Si parla di flessibilità, ma con gli occhi rivolti al referendum. Da Bruxelles il commissario Ue all’Economia Pierre Moscovici lancia un’àncora di salvataggio al premier italiano. Le flessibilità aggiuntive chieste dall’Italia per fronteggiare l’emergenza migranti e le spese per il terremoto, dice, «sono flessibilità precise, limitate e chiaramente spiegate». Non è ancora il sospirato sì alle richieste di Roma ma ci si avvicina molto. La spiegazione della generosità europea è più che eloquente: «In Italia c’è una minaccia populista. Per questo sosteniamo gli sforzi di Renzi». Non è una novità: a Bruxelles e Strasburgo Renzi non è molto amato ma è considerato il male minore. Il ragazzo di Rignano lo sa e non esita a usare la magica carta ogni volta che ne ha bisogno. Con il referendum dietro l’angolo e a ruota il rischio della vittoria “populista” un no europeo alle richieste dell’Italia è più impossibile che improbabile.

Tranquillo o quasi da questo punto di vista, Renzi gioca l’altra atout di cui dispone per convincere gli italiani a salvarlo approvando la sua riforma: quella apocalittica. «Se vince il No i cambiamenti saranno bloccati per trent’anni», assicura. Non uno di meno, magari qualcosina in più. Se invece vincessero i sì, allora la riforma, dei cui limiti evidentemente si rende conto da solo, potrebbe essere poi riformata, con «miglioramenti e interventi in altre questioni».

Il premier è ormai impegnato in una campagna elettorale martellante. Lo stesso dicasi per quasi tutti i leader del No. Grillo e l’M5S e Sinistra italiana sono presenti su tutti i fronti. D’Alema dall’interno del Pd sta evidentemente giocando la partita della sua vita. Tra lui e il vertice dem ormai è guerra aperta. Lo scambio di battute di ieri è stato spietato. L’ex leader ha bollato la riforma come «ispirata da J.P. Morgan». L’attuale segretario del Pd ha replicato accusando il rottamato di aver «combattuto Prodi e Veltroni più di Berlusconi. Ma non lascio a lui e agli altri la possibilità di bloccarci il futuro». Ventiquattr’ore prima era stato Luca Lotti a scagliarsi contro D’Alema «accecato dall’odio per una poltroncina mancata», alludendo alla carica di Alto rappresentante Ue per la politica estera.

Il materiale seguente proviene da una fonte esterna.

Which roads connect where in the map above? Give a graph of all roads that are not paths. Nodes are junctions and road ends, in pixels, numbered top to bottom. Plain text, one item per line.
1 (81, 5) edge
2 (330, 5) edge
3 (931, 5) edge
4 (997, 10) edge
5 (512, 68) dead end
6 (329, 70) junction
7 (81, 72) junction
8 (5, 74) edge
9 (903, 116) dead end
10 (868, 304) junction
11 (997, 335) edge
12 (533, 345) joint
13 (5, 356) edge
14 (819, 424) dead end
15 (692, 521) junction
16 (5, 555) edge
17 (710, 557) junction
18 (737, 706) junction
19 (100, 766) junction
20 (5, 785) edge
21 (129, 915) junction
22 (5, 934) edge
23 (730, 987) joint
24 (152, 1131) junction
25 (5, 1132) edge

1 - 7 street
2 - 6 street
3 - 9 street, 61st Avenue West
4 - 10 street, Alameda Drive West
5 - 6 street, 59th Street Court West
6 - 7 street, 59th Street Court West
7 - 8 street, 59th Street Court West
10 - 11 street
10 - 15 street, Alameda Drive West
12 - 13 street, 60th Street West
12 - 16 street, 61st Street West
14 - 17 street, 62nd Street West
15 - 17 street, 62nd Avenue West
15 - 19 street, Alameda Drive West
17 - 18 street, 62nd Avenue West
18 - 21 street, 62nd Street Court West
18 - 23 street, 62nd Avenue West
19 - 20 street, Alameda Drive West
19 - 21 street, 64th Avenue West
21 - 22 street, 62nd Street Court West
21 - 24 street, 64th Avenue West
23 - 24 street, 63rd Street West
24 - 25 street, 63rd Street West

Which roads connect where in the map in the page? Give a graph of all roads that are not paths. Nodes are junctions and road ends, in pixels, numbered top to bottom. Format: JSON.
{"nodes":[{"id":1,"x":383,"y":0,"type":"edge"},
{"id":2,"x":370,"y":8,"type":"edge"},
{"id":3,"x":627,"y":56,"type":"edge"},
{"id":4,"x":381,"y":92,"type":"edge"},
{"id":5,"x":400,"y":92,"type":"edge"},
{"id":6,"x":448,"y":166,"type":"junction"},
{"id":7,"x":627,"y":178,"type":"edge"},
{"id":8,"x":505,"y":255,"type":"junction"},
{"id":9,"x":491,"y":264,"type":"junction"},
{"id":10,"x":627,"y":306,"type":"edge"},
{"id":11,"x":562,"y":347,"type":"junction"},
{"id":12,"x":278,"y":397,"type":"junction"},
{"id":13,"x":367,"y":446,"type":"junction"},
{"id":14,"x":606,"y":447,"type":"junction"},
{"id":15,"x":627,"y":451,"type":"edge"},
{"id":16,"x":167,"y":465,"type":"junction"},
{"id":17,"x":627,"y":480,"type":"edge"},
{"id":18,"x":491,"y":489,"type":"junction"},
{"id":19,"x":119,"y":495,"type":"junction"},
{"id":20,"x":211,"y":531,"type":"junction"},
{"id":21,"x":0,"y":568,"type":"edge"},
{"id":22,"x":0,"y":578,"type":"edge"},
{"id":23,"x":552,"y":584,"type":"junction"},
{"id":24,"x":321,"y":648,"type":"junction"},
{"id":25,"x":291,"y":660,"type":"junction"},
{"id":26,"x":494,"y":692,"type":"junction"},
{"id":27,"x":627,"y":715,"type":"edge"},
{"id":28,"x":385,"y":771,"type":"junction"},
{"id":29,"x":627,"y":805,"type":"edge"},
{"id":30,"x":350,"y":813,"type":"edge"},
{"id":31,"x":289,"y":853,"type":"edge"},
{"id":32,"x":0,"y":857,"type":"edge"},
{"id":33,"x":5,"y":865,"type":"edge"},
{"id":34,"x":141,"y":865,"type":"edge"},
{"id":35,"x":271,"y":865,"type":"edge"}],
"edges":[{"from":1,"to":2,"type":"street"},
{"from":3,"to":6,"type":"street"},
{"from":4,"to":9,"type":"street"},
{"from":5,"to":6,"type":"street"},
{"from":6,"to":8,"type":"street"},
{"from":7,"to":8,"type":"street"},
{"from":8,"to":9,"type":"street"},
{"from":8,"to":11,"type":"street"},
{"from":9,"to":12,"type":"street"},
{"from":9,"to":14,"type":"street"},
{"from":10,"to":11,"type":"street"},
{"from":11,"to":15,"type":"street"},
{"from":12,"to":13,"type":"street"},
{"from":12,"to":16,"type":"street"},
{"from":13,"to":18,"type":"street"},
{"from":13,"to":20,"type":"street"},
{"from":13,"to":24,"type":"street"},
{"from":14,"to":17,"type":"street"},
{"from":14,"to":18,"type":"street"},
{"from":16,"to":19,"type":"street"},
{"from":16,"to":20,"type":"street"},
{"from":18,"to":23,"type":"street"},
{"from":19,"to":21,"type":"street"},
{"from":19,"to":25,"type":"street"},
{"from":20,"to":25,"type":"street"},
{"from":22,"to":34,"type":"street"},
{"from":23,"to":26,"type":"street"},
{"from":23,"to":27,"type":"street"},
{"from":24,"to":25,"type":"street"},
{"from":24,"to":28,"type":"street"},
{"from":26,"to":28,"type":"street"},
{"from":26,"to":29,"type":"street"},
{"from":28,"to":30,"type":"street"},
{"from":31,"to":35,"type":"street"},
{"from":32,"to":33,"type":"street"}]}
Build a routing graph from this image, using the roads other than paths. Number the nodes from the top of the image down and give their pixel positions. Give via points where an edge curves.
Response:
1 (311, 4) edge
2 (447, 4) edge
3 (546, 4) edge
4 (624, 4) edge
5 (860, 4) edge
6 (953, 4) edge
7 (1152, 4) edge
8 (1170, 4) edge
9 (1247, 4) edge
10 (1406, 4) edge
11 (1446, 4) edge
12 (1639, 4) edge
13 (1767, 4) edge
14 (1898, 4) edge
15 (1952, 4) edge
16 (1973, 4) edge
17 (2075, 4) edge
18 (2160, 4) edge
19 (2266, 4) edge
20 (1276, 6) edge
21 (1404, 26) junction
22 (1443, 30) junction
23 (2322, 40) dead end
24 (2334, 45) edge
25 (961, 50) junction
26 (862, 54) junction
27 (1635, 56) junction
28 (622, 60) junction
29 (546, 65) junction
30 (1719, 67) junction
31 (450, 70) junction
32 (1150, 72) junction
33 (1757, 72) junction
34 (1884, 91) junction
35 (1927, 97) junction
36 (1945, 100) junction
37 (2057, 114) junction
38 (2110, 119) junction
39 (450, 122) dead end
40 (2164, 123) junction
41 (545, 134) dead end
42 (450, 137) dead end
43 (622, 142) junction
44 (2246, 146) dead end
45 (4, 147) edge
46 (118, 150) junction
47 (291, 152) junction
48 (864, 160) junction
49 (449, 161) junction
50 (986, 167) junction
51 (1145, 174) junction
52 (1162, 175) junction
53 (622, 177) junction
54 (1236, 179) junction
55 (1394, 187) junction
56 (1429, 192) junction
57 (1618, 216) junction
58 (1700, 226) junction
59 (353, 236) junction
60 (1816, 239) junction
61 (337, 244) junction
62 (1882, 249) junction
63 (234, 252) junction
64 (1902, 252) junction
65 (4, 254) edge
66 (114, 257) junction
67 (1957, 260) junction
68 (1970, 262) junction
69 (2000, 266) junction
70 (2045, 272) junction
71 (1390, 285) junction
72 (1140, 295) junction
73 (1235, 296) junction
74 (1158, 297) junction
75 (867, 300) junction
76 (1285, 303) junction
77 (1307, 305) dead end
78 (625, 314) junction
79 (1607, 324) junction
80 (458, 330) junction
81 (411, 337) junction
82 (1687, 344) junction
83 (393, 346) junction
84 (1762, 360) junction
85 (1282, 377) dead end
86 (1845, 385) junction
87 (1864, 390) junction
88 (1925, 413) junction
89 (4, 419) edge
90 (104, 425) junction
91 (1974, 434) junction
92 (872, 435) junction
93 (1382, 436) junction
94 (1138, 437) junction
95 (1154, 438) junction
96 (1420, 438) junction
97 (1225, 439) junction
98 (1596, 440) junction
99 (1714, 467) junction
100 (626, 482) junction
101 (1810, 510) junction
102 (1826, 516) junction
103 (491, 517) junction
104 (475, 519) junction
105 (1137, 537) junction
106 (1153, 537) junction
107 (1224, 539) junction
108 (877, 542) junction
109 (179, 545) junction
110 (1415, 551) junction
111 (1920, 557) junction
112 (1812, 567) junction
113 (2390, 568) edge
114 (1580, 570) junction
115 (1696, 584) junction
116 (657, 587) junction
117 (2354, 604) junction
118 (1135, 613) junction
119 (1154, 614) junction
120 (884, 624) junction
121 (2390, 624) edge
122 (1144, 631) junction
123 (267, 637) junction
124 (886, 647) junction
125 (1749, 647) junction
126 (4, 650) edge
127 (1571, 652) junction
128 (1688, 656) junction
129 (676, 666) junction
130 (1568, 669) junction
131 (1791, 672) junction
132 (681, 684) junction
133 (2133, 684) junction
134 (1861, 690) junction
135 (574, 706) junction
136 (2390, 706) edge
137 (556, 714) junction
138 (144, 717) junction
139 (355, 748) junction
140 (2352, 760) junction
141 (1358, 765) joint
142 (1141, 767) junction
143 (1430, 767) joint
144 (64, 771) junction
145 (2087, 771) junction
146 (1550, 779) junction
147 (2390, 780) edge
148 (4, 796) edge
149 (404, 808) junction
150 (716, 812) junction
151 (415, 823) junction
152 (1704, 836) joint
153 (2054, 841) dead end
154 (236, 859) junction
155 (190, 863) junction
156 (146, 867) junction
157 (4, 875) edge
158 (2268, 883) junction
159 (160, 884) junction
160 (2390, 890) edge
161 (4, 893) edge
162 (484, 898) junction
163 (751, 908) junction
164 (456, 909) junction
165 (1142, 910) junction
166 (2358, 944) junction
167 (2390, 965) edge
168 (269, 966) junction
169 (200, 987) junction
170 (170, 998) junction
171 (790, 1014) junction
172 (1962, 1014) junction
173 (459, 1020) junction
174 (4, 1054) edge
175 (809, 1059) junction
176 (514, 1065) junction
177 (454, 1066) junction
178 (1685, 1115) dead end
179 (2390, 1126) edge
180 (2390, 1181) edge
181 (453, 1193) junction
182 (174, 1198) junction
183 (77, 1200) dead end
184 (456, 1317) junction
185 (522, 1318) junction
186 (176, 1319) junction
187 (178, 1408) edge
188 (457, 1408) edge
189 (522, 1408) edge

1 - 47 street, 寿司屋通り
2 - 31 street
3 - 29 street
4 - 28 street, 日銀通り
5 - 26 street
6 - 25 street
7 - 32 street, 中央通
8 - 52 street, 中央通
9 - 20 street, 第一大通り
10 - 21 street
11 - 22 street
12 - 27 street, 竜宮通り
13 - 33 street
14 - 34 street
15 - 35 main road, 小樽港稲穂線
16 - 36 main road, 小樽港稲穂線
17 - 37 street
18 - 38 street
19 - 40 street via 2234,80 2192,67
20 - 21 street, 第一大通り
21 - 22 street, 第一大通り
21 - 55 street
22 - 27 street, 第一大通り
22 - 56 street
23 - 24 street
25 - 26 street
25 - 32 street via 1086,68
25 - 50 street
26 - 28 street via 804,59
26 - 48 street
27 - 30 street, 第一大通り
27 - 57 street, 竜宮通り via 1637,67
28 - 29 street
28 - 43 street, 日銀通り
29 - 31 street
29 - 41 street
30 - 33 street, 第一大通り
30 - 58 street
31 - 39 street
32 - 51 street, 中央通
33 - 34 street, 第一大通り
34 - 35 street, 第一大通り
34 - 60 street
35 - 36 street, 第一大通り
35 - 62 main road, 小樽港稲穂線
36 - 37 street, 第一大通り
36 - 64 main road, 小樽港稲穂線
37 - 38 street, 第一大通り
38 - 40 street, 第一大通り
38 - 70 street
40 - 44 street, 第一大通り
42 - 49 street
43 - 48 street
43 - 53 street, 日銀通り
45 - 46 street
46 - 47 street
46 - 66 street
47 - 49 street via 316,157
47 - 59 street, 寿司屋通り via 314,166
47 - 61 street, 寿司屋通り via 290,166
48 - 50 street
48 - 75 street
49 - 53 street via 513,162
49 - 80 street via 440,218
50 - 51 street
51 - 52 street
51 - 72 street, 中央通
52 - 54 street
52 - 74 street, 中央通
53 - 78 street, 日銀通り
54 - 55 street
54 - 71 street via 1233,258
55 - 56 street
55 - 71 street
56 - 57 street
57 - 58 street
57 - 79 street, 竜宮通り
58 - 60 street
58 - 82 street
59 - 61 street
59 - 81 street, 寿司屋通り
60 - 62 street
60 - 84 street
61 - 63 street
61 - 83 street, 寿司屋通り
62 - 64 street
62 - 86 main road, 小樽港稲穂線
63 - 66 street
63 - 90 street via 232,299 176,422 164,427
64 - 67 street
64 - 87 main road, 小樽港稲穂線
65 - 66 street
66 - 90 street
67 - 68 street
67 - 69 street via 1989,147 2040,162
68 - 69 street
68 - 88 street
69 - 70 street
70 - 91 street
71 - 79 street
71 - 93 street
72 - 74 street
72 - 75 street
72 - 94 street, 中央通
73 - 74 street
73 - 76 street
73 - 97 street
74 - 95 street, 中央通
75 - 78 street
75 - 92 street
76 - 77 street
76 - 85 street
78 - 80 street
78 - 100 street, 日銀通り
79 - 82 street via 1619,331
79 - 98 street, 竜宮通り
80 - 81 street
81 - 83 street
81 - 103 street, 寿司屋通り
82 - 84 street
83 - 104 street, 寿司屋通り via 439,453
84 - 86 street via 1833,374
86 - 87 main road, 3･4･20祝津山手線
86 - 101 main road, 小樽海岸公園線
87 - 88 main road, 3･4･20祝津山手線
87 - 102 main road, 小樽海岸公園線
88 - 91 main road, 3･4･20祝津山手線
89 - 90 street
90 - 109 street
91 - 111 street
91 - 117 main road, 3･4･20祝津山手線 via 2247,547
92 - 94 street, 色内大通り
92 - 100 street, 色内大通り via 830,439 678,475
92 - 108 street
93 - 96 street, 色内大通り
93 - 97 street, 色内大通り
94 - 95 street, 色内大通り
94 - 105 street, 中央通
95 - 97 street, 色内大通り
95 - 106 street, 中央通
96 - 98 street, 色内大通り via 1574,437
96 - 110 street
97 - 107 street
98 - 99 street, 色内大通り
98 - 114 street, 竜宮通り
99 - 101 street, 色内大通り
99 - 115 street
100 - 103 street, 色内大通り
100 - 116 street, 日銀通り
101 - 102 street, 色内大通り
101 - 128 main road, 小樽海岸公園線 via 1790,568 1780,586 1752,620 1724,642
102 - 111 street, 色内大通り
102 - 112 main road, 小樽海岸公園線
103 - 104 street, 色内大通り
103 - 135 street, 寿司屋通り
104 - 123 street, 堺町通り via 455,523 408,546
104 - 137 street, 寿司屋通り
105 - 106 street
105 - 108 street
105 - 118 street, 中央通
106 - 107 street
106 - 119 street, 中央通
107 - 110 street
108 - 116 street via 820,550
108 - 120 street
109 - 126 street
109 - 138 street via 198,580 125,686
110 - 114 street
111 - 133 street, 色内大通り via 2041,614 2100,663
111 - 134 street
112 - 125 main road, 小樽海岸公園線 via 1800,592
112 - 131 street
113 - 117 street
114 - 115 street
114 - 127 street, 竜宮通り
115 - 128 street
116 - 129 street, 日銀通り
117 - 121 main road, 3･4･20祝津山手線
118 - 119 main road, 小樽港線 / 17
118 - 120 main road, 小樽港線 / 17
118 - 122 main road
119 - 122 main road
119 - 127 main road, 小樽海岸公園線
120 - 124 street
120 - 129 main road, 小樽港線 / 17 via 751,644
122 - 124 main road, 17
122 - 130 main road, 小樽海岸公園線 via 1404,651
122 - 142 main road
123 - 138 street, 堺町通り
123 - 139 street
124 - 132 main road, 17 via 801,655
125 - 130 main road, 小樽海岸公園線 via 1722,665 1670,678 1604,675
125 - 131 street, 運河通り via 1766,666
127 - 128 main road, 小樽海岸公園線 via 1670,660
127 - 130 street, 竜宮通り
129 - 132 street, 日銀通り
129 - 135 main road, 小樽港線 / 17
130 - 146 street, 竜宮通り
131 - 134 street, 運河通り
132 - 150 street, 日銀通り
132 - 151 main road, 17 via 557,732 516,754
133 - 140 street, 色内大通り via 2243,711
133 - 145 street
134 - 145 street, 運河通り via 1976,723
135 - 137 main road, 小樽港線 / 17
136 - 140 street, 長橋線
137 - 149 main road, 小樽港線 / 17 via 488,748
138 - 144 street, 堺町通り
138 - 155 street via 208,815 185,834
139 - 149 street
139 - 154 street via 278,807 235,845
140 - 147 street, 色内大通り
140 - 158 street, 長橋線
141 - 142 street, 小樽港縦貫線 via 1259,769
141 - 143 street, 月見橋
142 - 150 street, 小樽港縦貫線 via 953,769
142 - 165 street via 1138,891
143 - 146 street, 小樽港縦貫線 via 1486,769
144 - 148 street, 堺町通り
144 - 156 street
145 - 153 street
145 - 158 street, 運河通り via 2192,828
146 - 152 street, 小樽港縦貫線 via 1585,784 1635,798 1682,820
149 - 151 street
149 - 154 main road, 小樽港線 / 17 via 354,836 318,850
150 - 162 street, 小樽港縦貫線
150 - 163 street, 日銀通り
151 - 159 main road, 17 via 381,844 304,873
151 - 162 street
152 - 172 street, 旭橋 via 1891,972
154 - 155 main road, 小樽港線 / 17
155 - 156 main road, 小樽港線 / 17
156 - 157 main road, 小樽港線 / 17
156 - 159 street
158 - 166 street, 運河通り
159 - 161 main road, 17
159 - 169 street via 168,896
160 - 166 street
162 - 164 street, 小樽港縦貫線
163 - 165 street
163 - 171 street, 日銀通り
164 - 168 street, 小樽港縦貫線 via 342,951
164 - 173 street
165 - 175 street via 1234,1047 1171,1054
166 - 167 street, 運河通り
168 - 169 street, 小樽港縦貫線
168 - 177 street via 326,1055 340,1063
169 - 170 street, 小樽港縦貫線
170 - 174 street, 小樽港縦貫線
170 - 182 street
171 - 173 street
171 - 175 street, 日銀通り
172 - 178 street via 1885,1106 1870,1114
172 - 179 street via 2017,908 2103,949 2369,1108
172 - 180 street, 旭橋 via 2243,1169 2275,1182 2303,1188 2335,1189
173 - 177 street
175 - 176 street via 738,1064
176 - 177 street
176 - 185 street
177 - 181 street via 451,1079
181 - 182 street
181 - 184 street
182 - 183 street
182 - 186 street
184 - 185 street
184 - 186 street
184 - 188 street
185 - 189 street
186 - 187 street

All’appello dei leader del no manca Silvio Berlusconi, in cura oltre oceano. In questi giorni hanno avuto ampia circolazione voci più o meno fantastiche su una precisa strategia, con l’obiettivo di tirarsi fuori dalla battaglia referendaria per dare di nascosto una mano all’ex socio del Nazareno. Tanto che dagli spalti azzurri si sentono in dovere di precisare. Lo fa il deputato azzurro Giacomoni, fresco di colloquio telefonico col Silvio americano: «Spera di tornare in Italia la settimana prossima e intende impegnarsi per il No».

In realtà l’ex Cavaliere aveva già da un po’ annunciato ai suoi l’intenzione di fare la sua parte nella campagna elettorale, nonostante la ferma opposizione della figlia Marina che teme per la sua salute, adoperando lo strumento che sa usare meglio di chiunque altro: la televisione. Non subito però ma a novembre. La decisione di intervenire solo nell’ultima fase della battaglia si spiega facilmente. Berlusconi non ha alcuna intenzione di lasciare ai “competitor” tutto il merito della vittoria. Però non intende neppure legare la propria immagine a una sconfitta. Se a novembre, con le urne ormai vicine, vedrà l’affermazione dei No a portata di mano, si farà sentire. Altrimenti preferirà soprassedere. In ogni caso, affila le armi in vista della trattativa con Renzi che, comunque finisca il referendum, dovrà comunque aprirsi dubito dopo.